The first of Richard’s visitors at the Manor were Mr. and Mrs. Westlake. They came down from London one day, and stayed over till the next. Other prominent members of the Union followed, and before the end of the autumn Richard entertained some dozen of the rank and file, all together, paying their railway fares and housing them from Saturday to Monday. These men, be it noted in passing, distinguished themselves from that day onwards by unsparing detraction whenever the name of Mutimer came up in private talk, though, of course, they were the loudest in applause when platform reference to their leader demanded it. Besides the expressly invited, there was naturally no lack of visitors who presented themselves voluntarily. Among the earliest of these was Mr. Keene, the journalist. He sent in his name one Sunday morning requesting an interview on a matter of business, and on being admitted, produced a copy of the ‘Belwick Chronicle,’ which contained a highly eulogistic semi-biographic notice of Mutimer.
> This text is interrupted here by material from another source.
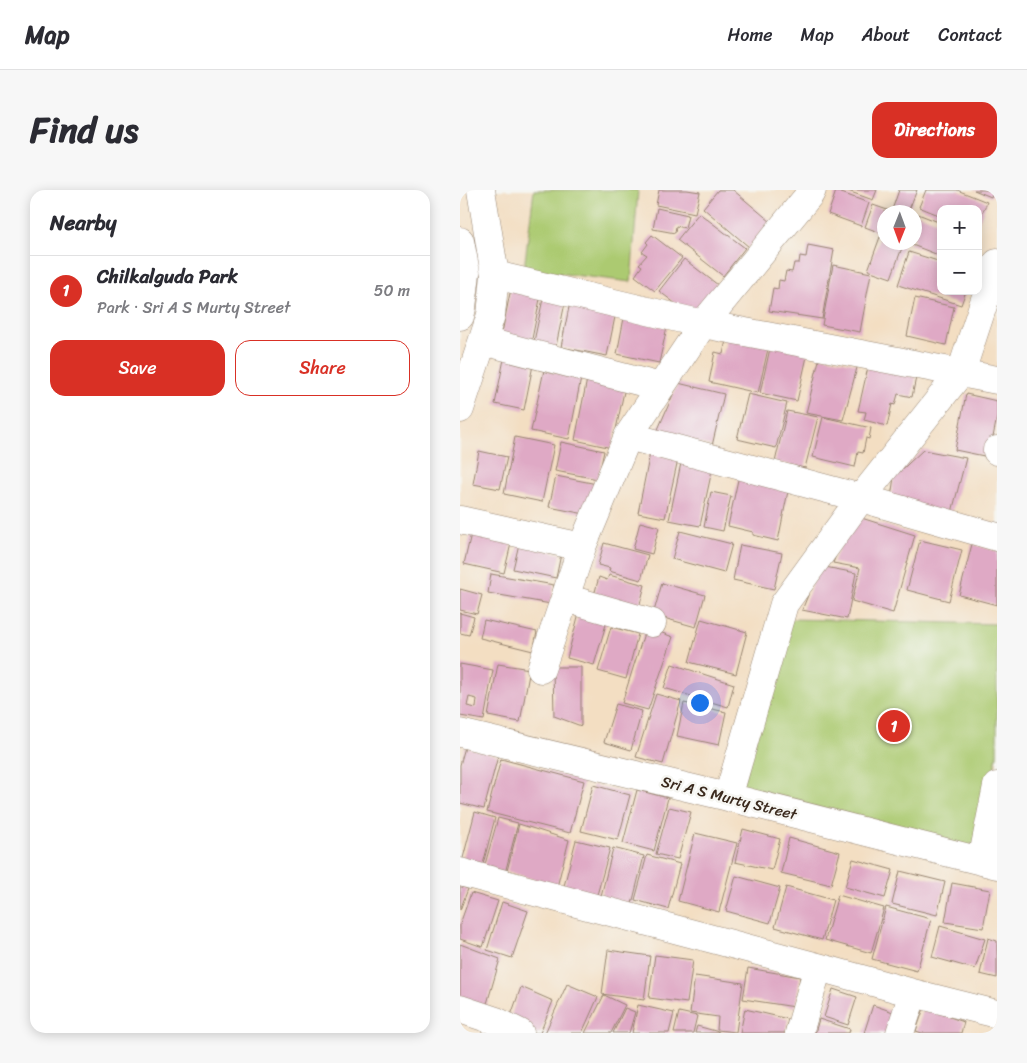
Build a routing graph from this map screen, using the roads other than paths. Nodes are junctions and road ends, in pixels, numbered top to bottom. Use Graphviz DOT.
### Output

‘I feel I ought to apologise to you for this liberty,’ said Keene, in his flowing way, ‘and that is why I have brought the paper myself. You will observe that it is one of a seris—notable men of the day. I supply the “Chronicle” with a London letter, and give them one of these little sketches fortnightly. I knew your modesty would stand in the way if I consulted you in advance, so I can only beg pardon post delictum, as we say.’

There stood the heading in bold type, ‘MEN OF THE DAY,’ and beneath it ‘XI. Mr. Richard Mutimer.’ Mr. Keene had likewise brought in his pocket the placard of the newspaper, whereon Richard saw his name prominently displayed. The journalist stayed for luncheon.

Alfred Waltham was frequently at the Manor. Mutimer now seldom went up to town for Sunday; if necessity took him thither, he chose some week-day. On Sunday he always spent a longer or shorter time with the Walthams, frequently having dinner at their house. He hesitated at first to invite the ladies to the Manor; in his uncertainty on social usages he feared lest there might be impropriety in a bachelor giving such an invitation. He appealed to Alfred, who naturally laughed the scruple to scorn, and accordingly Mrs. and Miss Waltham were begged to honour Mr. Mutimer with their company. Mrs. Waltham reflected a little, but accepted. Adela would much rather have remained at home, but she had no choice.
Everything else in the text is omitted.